METHODSForty specific pathogen-free male Wistar rats were randomly and equally divided into four groups: three exposure groups and a control group. Malathion was administered orally to male rats in the exposure groups at 33.75, 54, and 108 mg/kg (1/32 LD₅₀, 1/20 LD₅₀, and 1/10 LD₅₀) for 60 days. Rats in the control group received an equal volume of water. The body weights of rats were measured after exposure. The organ weights and coefficients of the testes and epididymes were determined as soon as rats were sacrificed. The sperm motility, counts, and malformation rates were measured in the left epididymis. Histopathological changes, cell apoptosis, and the expression levels of Bcl-2/Bax in the testes of rats were observed using HE staining, terminal deoxynucleotidyl transferase-mediated dUPT-biotin nick end labeling, and immunohistochemistry SABC method.
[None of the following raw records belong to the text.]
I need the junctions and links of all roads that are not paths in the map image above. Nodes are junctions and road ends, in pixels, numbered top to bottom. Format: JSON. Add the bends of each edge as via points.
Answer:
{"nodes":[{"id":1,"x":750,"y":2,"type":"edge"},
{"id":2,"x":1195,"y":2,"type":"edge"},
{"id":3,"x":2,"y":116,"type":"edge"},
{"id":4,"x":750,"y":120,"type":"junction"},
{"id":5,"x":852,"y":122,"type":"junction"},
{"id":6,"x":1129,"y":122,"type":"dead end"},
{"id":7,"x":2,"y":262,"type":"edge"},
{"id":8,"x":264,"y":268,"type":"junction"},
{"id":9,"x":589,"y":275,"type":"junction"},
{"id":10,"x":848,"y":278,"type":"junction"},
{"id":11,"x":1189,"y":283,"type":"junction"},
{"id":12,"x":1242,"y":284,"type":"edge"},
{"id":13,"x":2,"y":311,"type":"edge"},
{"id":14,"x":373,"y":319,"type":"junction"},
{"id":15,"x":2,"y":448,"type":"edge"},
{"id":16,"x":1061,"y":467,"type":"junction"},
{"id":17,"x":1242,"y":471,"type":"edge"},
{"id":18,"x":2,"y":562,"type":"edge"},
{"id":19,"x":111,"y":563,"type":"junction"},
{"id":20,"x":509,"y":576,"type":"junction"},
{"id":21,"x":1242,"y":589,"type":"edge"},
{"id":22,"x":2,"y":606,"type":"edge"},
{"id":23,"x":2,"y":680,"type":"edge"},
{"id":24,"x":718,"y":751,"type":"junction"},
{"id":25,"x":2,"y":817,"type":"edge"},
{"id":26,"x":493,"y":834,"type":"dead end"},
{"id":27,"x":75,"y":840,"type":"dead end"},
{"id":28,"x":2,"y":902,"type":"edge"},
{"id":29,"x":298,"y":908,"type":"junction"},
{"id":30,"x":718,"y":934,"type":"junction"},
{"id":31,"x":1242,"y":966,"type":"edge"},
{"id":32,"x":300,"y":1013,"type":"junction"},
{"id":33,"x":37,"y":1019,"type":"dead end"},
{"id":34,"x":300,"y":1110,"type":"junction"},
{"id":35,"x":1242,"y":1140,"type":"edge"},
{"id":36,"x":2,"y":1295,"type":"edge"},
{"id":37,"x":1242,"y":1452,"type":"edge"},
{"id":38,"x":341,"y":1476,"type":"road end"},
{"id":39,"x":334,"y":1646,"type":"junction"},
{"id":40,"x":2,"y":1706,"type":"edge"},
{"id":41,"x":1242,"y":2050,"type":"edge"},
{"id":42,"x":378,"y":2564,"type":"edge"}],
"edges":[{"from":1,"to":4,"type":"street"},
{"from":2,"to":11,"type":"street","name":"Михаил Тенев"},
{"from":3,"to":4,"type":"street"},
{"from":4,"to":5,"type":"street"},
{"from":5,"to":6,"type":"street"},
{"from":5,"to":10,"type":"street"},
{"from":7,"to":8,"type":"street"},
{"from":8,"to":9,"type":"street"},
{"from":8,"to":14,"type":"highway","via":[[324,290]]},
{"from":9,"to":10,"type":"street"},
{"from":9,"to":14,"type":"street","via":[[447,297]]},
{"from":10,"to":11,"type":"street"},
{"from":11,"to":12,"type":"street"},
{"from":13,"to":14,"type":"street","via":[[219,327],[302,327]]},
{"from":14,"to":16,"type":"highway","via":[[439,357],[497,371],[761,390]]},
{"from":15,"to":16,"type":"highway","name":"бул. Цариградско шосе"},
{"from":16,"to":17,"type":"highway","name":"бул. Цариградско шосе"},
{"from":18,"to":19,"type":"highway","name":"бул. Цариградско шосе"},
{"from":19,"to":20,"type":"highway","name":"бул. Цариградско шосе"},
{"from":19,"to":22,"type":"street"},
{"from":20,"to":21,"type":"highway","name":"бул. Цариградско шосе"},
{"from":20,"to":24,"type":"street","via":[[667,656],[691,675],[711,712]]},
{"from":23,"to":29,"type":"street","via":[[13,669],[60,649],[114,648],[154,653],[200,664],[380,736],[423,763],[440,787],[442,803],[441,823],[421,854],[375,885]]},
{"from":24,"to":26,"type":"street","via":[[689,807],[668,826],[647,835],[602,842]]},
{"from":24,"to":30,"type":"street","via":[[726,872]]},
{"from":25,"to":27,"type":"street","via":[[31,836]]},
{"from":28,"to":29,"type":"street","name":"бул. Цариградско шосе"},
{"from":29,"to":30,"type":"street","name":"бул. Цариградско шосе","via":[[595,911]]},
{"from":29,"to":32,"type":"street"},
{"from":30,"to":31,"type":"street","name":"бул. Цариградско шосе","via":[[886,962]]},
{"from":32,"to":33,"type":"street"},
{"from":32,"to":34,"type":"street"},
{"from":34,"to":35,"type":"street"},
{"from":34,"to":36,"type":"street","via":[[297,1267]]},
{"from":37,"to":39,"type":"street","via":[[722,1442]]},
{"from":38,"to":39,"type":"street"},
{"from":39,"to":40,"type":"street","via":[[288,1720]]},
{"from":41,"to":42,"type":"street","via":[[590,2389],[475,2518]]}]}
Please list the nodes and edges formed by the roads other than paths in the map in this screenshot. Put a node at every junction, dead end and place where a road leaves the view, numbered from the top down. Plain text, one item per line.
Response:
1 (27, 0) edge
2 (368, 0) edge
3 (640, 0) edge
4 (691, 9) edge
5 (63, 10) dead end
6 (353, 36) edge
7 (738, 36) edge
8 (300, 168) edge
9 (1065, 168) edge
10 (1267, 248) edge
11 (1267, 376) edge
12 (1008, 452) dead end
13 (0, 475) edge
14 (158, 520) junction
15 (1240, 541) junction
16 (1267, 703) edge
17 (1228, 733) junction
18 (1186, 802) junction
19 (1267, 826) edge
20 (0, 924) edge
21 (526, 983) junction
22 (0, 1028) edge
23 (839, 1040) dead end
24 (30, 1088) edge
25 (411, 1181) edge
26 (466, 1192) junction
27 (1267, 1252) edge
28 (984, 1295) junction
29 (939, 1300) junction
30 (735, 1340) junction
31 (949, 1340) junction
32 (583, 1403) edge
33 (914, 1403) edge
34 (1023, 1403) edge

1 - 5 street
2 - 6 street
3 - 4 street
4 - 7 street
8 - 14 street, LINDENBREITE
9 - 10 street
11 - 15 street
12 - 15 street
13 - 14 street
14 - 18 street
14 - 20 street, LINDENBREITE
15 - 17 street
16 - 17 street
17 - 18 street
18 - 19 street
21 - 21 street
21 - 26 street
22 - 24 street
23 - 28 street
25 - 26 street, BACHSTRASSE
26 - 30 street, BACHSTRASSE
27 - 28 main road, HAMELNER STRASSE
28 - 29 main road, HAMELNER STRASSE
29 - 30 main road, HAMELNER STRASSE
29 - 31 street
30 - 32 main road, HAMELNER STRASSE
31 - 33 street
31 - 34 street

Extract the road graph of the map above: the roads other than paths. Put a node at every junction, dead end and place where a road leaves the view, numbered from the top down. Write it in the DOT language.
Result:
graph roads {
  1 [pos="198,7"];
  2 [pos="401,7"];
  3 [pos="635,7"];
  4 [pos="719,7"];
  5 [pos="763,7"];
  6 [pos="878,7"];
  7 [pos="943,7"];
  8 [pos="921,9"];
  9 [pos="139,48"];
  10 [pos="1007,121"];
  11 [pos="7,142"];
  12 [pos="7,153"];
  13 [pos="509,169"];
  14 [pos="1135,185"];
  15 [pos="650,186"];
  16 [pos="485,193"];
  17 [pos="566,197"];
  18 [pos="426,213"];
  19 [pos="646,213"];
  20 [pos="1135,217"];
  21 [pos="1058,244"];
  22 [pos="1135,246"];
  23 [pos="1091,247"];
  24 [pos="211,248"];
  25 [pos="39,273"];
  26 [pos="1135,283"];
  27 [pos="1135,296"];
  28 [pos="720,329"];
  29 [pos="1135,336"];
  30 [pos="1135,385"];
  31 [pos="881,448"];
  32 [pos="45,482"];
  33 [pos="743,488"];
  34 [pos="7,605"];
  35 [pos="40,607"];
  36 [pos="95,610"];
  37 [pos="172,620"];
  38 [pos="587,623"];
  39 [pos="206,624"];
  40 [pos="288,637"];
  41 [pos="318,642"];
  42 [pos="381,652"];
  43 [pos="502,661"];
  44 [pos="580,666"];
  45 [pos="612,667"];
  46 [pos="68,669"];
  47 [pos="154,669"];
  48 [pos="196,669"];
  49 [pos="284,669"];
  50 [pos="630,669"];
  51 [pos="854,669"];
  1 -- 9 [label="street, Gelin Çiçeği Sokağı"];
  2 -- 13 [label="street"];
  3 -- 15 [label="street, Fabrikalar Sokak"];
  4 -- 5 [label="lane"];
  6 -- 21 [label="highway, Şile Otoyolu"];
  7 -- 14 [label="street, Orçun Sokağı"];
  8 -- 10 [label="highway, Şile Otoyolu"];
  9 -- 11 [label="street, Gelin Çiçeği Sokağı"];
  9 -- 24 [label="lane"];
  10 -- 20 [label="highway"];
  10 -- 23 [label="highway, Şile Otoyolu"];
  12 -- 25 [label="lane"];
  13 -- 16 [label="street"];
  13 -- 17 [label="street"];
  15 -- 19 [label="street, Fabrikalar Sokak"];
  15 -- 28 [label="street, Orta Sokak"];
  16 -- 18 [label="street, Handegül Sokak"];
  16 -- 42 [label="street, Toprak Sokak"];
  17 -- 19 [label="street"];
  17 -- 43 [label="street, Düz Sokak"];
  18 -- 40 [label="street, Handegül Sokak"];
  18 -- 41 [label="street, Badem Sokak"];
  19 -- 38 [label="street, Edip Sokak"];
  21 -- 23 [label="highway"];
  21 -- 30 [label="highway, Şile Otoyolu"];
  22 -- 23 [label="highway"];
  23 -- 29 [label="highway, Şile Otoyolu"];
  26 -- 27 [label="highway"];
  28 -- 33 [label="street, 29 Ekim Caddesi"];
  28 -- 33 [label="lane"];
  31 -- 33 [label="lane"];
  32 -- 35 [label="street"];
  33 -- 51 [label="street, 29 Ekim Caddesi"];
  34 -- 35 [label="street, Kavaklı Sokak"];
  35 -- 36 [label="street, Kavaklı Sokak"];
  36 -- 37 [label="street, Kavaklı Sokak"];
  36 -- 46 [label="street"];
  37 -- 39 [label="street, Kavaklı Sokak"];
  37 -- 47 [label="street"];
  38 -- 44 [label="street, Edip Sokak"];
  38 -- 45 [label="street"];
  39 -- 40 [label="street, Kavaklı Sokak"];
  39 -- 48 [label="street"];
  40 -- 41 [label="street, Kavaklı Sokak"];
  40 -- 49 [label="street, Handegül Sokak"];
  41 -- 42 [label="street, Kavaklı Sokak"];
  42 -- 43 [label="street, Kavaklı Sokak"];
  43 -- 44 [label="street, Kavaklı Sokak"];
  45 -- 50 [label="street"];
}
RESULTSThe body weights and the testis weights in the exposure groups were significantly lower than those in the control group (P < 0.01). The exposure groups had significantly lower sperm motility and significantly higher sperm malformation rates than the control group (P < 0.01). The sperm counts were significantly lower in the exposure groups than in the control group (P<0.01). The sperm counts and motility were negatively correlated with exposure dose (r = -0.81, P < 0.01; r = -0.51, P < 0.01), while the sperm malformation rate was positively correlated with exposure dose (r = 0.85, P 0.01). The exposure groups had significantly higher spermatogenic cell apoptosis rates than the control group (P<0.01). The expression level of Bax was significantly higher in the exposure groups than in the control group (P<0.01), while the expression level of Bcl-2 was significantly lower in the exposure groups than in the control group (P < 0.01). Histopathological examination of the testes showed degenerative changes in the seminiferous tubules at various doses along with the increase in malathion exposure dose.
CONCLUSIONMalathion affects the testicular spermatogenic function of male rats and its working mechanism may involve cell apoptosis induced by down-regulation of Bcl-2 and up-regulation of Bax.